● **Task**:
Give the number of lines in the records below that include the word "Arranjos", and add nothing to it.

### Input for this task

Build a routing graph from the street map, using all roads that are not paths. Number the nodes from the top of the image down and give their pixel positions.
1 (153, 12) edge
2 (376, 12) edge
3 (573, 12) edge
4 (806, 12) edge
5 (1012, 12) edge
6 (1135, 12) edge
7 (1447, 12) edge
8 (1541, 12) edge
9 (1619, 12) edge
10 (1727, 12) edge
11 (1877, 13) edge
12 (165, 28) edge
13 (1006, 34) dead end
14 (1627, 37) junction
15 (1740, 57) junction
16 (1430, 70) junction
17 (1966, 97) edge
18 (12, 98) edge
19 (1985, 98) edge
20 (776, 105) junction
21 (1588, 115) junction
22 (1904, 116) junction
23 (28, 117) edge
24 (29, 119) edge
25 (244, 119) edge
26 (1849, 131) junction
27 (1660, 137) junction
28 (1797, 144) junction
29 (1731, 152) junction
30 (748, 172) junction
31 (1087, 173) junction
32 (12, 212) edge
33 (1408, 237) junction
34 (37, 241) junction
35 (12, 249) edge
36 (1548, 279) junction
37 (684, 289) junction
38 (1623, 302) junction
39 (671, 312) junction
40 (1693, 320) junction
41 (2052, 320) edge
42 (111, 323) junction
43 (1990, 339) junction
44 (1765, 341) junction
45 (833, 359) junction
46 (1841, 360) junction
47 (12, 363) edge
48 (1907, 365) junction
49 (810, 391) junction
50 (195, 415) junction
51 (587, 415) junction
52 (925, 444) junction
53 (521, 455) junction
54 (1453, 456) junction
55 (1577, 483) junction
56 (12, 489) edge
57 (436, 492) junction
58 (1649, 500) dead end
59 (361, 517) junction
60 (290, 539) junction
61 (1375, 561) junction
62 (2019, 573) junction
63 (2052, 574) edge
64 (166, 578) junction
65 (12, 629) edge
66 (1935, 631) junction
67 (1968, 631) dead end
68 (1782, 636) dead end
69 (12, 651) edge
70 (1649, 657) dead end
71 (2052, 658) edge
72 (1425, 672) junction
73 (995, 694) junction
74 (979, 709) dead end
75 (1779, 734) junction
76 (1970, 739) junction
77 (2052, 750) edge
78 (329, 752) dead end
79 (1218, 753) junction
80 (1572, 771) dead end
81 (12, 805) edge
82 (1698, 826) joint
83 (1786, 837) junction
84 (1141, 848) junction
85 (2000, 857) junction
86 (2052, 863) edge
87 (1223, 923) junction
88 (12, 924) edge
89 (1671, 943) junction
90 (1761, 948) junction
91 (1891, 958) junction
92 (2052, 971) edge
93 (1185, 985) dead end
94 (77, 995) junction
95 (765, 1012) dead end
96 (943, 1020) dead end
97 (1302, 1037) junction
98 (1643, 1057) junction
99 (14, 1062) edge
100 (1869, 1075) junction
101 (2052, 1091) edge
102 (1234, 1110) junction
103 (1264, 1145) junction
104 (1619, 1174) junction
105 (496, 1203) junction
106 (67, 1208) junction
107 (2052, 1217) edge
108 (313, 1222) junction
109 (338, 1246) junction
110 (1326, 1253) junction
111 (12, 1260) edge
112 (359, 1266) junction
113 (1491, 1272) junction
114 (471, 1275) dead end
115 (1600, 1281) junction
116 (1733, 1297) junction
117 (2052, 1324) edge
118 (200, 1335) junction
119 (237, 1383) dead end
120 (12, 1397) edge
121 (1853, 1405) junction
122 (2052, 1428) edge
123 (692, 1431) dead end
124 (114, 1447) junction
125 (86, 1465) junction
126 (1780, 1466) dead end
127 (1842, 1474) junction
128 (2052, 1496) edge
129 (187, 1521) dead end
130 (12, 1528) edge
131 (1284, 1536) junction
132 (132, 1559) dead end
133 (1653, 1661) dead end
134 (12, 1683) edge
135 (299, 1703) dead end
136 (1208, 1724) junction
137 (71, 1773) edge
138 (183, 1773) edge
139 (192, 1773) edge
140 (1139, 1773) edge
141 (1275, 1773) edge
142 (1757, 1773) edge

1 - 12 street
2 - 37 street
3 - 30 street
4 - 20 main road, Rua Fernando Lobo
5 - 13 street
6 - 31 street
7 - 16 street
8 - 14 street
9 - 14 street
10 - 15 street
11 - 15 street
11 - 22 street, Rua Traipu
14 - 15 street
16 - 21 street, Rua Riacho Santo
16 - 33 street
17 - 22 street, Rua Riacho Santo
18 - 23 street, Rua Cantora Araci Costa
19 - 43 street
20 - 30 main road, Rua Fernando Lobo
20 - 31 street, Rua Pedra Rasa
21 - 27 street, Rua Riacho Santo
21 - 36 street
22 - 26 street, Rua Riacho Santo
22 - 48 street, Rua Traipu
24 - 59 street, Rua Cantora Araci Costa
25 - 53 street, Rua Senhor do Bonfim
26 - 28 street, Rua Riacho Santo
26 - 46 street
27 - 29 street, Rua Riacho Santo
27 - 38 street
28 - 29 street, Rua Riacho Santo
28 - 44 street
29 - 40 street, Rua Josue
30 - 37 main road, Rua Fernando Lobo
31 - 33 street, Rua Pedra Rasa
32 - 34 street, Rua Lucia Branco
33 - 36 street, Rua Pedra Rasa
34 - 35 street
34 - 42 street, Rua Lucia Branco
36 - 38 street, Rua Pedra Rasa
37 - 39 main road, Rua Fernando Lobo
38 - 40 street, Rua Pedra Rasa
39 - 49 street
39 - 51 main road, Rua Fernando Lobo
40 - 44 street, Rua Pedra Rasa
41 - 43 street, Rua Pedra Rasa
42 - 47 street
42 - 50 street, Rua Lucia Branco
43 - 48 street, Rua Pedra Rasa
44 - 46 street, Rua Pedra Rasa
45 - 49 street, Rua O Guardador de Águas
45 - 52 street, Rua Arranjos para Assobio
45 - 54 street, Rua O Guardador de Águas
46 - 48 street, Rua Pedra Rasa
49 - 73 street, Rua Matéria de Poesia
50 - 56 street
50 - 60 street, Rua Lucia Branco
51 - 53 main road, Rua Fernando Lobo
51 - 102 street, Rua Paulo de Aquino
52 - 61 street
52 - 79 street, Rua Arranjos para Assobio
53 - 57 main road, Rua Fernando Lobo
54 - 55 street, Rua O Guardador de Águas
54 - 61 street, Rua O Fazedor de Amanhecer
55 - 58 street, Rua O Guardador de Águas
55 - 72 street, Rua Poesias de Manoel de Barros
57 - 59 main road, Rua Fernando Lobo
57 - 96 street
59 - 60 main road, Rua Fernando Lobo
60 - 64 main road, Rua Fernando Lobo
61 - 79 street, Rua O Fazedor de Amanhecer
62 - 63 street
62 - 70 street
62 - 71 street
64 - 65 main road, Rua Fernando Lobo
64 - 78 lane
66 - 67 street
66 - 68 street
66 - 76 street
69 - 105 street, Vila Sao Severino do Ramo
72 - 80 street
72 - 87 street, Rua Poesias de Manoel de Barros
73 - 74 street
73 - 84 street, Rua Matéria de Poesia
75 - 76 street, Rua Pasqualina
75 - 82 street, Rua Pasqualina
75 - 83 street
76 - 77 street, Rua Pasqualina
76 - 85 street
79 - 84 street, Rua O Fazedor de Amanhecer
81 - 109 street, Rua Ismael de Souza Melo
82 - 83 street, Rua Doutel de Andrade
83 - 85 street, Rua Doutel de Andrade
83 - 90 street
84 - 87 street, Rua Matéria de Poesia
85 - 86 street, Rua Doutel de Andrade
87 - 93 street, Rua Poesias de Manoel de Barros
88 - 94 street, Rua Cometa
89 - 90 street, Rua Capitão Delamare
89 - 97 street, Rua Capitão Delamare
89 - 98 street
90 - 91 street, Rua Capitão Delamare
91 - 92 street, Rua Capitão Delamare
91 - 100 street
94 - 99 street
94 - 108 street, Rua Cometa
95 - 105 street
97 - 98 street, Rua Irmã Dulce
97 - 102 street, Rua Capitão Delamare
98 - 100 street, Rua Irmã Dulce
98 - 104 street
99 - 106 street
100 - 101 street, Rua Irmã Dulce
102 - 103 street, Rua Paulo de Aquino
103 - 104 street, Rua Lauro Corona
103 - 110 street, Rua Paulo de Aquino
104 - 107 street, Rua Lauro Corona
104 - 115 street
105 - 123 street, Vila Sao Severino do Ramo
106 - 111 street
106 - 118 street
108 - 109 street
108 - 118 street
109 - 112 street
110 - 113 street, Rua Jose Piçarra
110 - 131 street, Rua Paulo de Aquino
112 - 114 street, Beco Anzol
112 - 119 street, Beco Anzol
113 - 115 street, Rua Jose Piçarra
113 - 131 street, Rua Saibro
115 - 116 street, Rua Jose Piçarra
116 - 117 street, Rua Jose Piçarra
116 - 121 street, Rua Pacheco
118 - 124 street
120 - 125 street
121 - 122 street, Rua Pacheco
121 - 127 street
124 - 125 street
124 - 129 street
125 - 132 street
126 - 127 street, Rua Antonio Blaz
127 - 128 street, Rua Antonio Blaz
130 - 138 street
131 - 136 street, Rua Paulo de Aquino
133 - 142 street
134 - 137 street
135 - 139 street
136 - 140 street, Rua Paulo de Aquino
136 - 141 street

######

● **Result**:
2